Histogram Computation of the bins

Hello!

I am currently working my way through the XGBoost algorithm and I had a question about the way in which the histogram is computed.

Each time we arrive at a new node we need to re-compute the histogram. However, I am not sure about one thing. Are the bins of the histogram computed only once at the top of the algorithm and then used every time that we create a histogram? Or is it the case that we re-compute the bins for the new histogram that we create? If the latter I don’t think I fully understand their advantage (unless we use some approximate method to compute the bins other than sorting the data, is this what’s happening? ).

Thank you!

1 Like

From my understanding, if you are using the hist tree method, it will need to compute the histogram at every node, however it won’t always have to compute it from scratch.
For example, given a parent node, with a histogram computed, and then two children nodes for which two new histograms need to be calculated. For the child node with fewer records, the histogram will be computed from scratch, this will be an O(n) operation, where n is the number of records in that node. For the second child node, the histogram does not need to be computed from scratch, instead the histogram of the other child node can be subtracted from the histogram of the parent node. This means only one of the child histograms need to be computed using the raw records, leading to large speed improvements. Additionally, one of the other benefits of using histograms, is that when deciding on the optimal split for a node using a given feature, only the histograms bins will be used as candidate splits, rather than the actual raw values such as using the exact method, which could have a much higher cardinality.

Also, for the histogram example, this would apply to the histogram of each feature.

This does not address the question, which was about recomputing bin boundaries, not the counts.
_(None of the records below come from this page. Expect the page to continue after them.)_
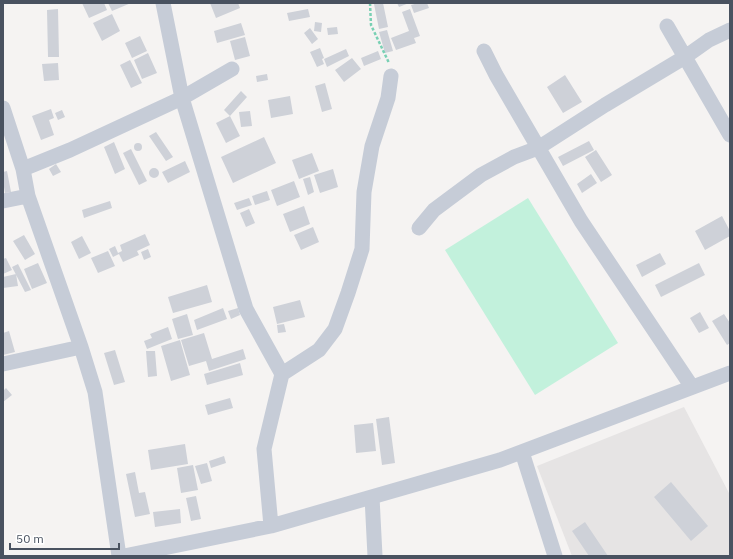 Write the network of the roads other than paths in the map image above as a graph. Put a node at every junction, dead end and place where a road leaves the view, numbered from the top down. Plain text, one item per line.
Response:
1 (163, 3) edge
2 (667, 26) dead end
3 (730, 30) edge
4 (484, 52) dead end
5 (685, 57) junction
6 (232, 69) dead end
7 (391, 76) road end
8 (182, 98) junction
9 (3, 108) edge
10 (730, 135) edge
11 (538, 148) junction
12 (23, 169) junction
13 (28, 196) junction
14 (3, 201) edge
15 (419, 228) dead end
16 (81, 347) junction
17 (3, 364) edge
18 (730, 373) edge
19 (282, 374) junction
20 (692, 387) junction
21 (522, 452) junction
22 (372, 497) junction
23 (271, 526) junction
24 (174, 551) edge
25 (119, 556) edge
26 (124, 556) edge
27 (375, 556) edge
28 (554, 556) edge

1 - 8 street
2 - 5 street
3 - 5 street
4 - 11 street
5 - 10 street
5 - 11 street
6 - 8 street
7 - 19 street
8 - 12 street
8 - 19 street
9 - 12 street
11 - 15 street
11 - 20 street
12 - 13 street
13 - 14 street
13 - 16 street
16 - 17 street
16 - 25 street
18 - 20 street
19 - 23 street
20 - 21 street
21 - 22 street
21 - 28 street
22 - 23 street
22 - 27 street
23 - 24 street
24 - 26 street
Although I myself don’t know the ins and outs of XGBoost, I believe the answer is given in [New Feature] Fast Histogram Optimized Grower, 8x to 10x Speedup #1950 :

How does the new method differ from tree_method=approx ? The existing approximate splitting method in xgboost also buckets continuous features into discrete bins to speed up training. The approx method generates a new set of bins for each iteration, whereas the hist method re-uses the bins over multiple iterations.

The latter approach enables additional optimizations that are not possible for the former, as follows:

  • Cache of the bins : replace continuous feature values in the training data with bin IDs and cache the data structure
  • Histogram subtraction trick : to compute the histogram for a node, we simply take the difference between the histograms for its parent and sibling.